What still needs to be defined is the fundamental question: do we provide communication tools for them (affected populations) or do we communicate with them. For is a bigger challenge as we would need to provide them with the tools, which is a huge challenge. OpEx Bravo would have to add extra tools to its exercises for communicating with or for the population without forgetting the primary need which is connectivity. If there is no access, there is no tool in the world that can help.

Q: How does OpEx Bravo specifically help train humanitarians prepare for and respond to emergencies?

JK: OpEx Bravo helps participants learn how to work under stress and in stressful conditions. It's one thing to do your job at home or in an air-conditioned office but when you are outside sweating in the heat or shivering in the freezing cold, it is completely different. But we have SOPs in place that are designed to help so the mechanisms are there.

OpEx Bravo also teaches participants to use these mechanisms in an environment they are not familiar with, such as very little sleep or no sleep at all. It is all about teamwork, speaking in the same language with people who have the same expertise. The colleagues you work with in OpEx Bravo are likely the ones you’ll meet out in the field and if not them, then people that have done the same training. In a language school you learn the same words, it is the same in OpEx Bravo: you find common ground.

It focuses on the team and also encourages a bit of competition which really tightens the team and brings everyone together. You are stuck together for a week and you are widening your network.

Q: Where do you see the future of IT emergency management training and simulations?
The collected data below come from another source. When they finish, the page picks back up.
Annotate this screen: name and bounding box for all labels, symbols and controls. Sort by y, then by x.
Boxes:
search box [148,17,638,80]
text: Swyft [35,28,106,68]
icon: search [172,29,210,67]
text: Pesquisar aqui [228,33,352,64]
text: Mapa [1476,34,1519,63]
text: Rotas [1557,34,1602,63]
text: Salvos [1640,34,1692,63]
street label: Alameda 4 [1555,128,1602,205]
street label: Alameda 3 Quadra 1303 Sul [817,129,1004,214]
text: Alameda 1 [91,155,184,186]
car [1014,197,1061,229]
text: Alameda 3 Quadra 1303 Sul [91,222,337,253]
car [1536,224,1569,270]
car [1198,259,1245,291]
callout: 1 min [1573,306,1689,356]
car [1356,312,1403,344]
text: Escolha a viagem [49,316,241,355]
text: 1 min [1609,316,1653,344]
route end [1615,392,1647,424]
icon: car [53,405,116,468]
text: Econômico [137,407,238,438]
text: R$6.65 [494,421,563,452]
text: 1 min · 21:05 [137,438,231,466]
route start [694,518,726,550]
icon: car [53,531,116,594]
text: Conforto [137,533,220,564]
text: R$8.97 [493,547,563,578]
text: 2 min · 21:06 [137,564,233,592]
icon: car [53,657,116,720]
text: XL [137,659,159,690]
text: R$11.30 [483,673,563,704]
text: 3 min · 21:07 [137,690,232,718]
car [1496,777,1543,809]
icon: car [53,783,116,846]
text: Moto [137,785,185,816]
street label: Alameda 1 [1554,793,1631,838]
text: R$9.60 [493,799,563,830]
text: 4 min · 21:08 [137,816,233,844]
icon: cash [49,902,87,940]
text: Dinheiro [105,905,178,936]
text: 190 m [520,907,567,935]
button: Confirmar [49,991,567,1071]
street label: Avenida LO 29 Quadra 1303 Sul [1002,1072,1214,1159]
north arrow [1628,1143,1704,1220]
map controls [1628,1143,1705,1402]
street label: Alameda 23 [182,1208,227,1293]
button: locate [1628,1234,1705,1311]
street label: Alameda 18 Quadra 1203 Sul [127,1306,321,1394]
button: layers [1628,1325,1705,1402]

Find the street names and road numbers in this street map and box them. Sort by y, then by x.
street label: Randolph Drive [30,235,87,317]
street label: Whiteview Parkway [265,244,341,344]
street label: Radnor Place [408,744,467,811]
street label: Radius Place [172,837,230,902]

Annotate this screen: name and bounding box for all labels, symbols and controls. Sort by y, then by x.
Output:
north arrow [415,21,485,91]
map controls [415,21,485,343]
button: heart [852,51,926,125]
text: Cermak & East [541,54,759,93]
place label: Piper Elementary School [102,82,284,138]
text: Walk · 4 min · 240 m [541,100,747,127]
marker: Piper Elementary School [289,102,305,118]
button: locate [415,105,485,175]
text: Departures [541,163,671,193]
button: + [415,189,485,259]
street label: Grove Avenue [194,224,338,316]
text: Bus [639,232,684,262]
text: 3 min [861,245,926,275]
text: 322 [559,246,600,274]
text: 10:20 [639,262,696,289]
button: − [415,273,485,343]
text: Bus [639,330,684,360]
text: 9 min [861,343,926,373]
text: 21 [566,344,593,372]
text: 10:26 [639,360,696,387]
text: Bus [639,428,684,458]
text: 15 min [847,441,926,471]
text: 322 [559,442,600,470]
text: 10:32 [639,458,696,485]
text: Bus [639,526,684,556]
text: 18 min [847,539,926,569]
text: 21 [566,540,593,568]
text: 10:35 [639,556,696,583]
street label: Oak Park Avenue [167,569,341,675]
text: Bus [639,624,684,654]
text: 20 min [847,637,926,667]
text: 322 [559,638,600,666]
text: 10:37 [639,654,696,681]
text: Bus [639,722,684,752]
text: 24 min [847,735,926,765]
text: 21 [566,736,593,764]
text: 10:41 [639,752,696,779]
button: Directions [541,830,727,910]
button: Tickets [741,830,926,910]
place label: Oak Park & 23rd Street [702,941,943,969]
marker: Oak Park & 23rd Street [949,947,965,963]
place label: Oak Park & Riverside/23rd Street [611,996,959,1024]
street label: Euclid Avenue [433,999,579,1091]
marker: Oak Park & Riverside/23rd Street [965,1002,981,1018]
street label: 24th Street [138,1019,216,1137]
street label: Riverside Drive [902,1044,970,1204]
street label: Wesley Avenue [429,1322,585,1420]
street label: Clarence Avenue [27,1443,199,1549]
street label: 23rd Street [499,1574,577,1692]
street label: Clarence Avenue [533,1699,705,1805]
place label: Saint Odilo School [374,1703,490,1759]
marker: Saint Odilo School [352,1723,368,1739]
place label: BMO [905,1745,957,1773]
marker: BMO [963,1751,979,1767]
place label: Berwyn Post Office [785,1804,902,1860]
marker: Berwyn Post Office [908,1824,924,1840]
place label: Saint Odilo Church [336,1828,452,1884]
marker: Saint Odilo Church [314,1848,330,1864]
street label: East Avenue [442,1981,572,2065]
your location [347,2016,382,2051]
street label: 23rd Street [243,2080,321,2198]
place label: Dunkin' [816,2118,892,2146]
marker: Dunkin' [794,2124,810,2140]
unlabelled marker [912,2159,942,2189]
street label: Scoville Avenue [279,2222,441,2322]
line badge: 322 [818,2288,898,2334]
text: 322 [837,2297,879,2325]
JK: IT disaster training in the future is moving towards managing and coordinating and less focused on the technology side. We will see more customer relations management (CRM) and less hands-on technical work; the latter will be left to local staff on the ground. You won't need to fly in tower specialists as all expertise will be locally available through building partnerships.

There will also be more focus on networking and analytics. When you start dealing with hundreds of thousands of beneficiaries and you need to analyse that volume of data coming in, you need a tool for that and IT will have to provide those tools.

So analysis, coordination, CRM, partnerships – this is the path ahead so we all need to be going in that direction.